For those of you too young to remember, Linda Blair played a girl possessed by the devil in the movie "The Exorcist." She would be perfectly normal one minute, then suddenly her head would spin almost completely around and vile things would spew from her mouth. And I don't just mean words. At the time, it was the scariest movie ever.

And now my 15-year-old daughter is channeling her. One minute, perfectly normal human child. And out of nowhere, with NO PROVOCATION WHATSOEVER, her head is spinning around and nasty stuff is spewing out of her mouth. I would understand it better if I knew what precipitated it, say, I'd just told her something horrifying like "you will be responsible for making dinner every night for the next month". But it generally happens after something quite innocent, like "I think it might rain today." Something so totally innocuous that her reaction literally blows me away.

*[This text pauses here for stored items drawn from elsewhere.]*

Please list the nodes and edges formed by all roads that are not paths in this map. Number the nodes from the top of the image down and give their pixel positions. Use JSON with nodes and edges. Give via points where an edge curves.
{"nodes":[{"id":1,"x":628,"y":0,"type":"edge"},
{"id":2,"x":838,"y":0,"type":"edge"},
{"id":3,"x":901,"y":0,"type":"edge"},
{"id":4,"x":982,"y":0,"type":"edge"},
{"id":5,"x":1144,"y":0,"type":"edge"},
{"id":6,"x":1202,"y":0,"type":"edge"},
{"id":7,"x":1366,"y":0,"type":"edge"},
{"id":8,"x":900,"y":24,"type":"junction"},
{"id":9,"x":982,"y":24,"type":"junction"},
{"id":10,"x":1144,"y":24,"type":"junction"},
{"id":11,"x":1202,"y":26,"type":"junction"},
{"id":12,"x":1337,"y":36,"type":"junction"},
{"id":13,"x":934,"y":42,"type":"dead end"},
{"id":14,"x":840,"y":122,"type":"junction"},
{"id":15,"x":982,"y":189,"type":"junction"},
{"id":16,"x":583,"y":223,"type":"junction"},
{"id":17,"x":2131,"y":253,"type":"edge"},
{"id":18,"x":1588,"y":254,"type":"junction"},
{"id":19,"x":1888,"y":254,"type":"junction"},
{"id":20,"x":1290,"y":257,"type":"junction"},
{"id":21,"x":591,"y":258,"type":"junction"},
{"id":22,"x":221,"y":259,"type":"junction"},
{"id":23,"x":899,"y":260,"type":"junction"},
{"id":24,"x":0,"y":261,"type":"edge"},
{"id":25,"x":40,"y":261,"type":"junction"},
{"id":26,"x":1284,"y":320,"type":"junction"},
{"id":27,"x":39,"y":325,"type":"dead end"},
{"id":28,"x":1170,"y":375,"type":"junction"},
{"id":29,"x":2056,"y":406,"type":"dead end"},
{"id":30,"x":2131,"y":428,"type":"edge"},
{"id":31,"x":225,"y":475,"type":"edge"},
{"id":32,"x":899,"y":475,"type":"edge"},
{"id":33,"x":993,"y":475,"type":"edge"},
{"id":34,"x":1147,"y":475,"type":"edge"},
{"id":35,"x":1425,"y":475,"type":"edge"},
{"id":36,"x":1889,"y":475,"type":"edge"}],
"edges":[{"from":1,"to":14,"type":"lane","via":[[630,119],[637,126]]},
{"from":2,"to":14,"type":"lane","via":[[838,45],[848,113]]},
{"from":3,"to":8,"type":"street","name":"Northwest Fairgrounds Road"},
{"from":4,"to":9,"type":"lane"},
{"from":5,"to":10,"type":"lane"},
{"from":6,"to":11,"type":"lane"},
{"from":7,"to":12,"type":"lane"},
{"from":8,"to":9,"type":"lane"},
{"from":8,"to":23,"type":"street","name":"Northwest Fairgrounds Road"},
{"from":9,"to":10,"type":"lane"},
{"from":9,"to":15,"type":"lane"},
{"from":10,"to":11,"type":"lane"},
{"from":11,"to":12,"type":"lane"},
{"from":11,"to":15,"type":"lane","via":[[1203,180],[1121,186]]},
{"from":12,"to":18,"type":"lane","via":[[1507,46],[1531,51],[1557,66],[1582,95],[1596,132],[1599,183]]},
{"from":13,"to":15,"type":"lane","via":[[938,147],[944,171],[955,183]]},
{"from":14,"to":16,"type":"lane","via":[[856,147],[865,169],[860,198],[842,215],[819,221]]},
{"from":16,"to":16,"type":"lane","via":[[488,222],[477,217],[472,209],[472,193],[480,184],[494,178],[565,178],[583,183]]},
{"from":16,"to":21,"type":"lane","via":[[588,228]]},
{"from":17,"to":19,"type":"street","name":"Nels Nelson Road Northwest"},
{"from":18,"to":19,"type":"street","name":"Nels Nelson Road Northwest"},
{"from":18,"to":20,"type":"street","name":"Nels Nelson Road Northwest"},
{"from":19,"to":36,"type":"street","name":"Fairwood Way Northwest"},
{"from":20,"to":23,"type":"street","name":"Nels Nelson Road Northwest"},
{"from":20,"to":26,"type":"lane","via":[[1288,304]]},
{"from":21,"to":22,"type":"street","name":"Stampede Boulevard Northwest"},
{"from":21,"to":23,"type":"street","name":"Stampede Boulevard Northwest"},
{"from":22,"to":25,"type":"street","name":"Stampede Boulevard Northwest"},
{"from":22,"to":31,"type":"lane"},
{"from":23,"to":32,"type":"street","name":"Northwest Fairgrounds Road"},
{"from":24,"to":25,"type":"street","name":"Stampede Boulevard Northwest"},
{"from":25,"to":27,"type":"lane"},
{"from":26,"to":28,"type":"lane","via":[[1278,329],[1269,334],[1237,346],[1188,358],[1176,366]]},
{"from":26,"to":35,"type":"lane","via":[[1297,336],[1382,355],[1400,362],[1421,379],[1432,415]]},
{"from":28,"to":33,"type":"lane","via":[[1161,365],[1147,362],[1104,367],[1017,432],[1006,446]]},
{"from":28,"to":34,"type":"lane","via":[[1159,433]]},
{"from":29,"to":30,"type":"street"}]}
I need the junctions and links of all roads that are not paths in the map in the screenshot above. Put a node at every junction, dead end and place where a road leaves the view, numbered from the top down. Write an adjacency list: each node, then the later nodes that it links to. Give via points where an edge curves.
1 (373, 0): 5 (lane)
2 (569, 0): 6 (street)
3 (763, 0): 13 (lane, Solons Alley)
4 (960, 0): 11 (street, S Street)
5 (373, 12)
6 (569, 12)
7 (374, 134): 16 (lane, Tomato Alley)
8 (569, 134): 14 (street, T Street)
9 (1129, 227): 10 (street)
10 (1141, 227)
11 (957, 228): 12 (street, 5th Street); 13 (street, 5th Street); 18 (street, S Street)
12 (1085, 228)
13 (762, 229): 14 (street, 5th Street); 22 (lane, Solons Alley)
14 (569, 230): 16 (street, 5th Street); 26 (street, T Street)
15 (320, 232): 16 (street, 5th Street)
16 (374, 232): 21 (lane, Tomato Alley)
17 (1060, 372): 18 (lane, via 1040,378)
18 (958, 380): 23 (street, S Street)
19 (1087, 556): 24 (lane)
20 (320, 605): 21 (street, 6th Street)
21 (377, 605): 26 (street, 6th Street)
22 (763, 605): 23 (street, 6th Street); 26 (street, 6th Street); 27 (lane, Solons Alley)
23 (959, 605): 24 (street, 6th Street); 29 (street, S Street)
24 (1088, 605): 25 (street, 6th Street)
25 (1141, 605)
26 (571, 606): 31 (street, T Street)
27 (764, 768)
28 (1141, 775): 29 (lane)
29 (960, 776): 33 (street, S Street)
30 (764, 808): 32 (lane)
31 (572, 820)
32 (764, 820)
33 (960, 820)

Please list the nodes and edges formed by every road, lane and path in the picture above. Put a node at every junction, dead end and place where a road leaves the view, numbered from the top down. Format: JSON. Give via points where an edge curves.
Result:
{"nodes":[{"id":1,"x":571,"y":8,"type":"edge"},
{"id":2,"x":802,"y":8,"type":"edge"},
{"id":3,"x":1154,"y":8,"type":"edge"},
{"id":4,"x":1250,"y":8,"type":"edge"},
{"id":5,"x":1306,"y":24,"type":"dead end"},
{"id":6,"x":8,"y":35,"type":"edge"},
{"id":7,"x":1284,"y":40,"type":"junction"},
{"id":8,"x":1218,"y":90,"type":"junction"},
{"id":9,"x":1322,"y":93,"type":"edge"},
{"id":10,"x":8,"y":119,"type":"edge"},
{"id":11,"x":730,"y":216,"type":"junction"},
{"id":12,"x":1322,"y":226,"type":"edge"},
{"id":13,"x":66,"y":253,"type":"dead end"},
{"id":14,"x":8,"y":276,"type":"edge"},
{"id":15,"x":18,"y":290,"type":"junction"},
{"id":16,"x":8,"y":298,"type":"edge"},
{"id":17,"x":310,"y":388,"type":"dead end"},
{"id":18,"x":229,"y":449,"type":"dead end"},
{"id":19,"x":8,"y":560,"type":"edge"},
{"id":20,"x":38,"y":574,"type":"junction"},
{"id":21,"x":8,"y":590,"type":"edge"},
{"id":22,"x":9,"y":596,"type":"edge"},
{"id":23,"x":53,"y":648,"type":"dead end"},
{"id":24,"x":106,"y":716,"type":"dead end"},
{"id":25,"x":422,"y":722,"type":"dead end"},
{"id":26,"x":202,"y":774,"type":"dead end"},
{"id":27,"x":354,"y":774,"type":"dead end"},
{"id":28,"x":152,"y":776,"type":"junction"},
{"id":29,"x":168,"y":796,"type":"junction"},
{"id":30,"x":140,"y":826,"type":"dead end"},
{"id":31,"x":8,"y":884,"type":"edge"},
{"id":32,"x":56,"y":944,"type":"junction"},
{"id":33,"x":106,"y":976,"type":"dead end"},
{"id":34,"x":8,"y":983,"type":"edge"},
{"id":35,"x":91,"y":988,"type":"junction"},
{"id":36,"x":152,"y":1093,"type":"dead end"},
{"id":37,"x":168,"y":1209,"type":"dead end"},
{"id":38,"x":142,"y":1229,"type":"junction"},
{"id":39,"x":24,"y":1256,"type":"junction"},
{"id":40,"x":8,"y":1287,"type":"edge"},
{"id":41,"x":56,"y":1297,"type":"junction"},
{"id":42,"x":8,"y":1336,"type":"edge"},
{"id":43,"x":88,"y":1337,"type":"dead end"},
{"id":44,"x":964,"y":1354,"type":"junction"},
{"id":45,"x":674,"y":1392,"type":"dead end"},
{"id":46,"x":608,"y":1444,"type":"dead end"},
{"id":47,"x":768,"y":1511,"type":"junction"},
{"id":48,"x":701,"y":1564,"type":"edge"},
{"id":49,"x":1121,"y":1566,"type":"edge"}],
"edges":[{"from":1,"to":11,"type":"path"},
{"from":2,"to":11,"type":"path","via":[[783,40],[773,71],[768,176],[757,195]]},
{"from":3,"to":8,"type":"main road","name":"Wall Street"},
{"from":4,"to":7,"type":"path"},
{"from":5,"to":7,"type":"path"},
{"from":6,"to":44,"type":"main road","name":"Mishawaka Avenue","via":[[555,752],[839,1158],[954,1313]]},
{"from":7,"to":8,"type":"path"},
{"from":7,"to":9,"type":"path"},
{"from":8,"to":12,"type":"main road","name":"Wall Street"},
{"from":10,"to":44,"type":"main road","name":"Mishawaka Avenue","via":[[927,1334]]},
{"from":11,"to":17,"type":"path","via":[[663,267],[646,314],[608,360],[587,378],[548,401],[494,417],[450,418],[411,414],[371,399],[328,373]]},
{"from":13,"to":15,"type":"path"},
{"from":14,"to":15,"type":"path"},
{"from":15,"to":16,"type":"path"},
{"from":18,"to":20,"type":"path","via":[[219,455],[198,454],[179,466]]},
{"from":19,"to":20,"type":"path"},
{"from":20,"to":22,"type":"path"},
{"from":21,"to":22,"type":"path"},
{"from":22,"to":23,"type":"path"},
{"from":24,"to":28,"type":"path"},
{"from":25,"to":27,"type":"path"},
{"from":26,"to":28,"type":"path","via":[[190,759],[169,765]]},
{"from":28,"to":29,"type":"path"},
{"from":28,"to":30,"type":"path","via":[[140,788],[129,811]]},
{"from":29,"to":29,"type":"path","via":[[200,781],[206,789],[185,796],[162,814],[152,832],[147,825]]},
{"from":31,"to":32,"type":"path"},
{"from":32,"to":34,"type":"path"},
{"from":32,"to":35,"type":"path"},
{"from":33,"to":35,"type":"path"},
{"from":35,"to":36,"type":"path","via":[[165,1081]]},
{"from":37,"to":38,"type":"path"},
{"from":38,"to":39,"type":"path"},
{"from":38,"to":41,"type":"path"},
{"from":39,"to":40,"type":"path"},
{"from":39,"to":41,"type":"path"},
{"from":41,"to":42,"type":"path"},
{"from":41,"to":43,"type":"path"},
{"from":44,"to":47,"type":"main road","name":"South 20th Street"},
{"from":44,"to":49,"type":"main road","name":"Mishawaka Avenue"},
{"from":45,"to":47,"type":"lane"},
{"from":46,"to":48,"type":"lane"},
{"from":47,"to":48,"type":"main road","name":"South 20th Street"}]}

It's so jarring because the rest of the time she is the sweetest, nicest kid. In fact, I call her the anti-teen, because she is so unlike most girls her age. She's not into fashion, doesn't ask to hang at the mall, keeps her phone off, never texts, doesn't Facebook, loves animals and reading and hanging out with her parents. I listen to other mothers rant about how nasty their teen girls are, and I'm generally thinking "whew, dodged that bullet!" But then she'll have a morning like this one, where she's suddenly stomping and slamming and growling, LOUDLY, and I'll think, oh my lord, my daughter's possessed by pure evil. And I can't do a thing about it.

Because as soon as I insert myself, the whole thing escalates, and it becomes even worse. So I cover my ears, hum to myself, and go about my business. My husband, hearing the hullabaloo, will poke his head out of his office and try to do his guy-fix-it thing, and then is shocked, EVERY TIME, when it doesn't work. I tell him "Don't engage the beast; leave it alone and it will go away." He still hasn't learned.

I know this is just teenage years, and I'm sure (well, I THINK, anyway) that it will end, or she'll go off to college and someone else will have to deal with it. But I still wish Linda Blair would leave the building. She's giving me a headache.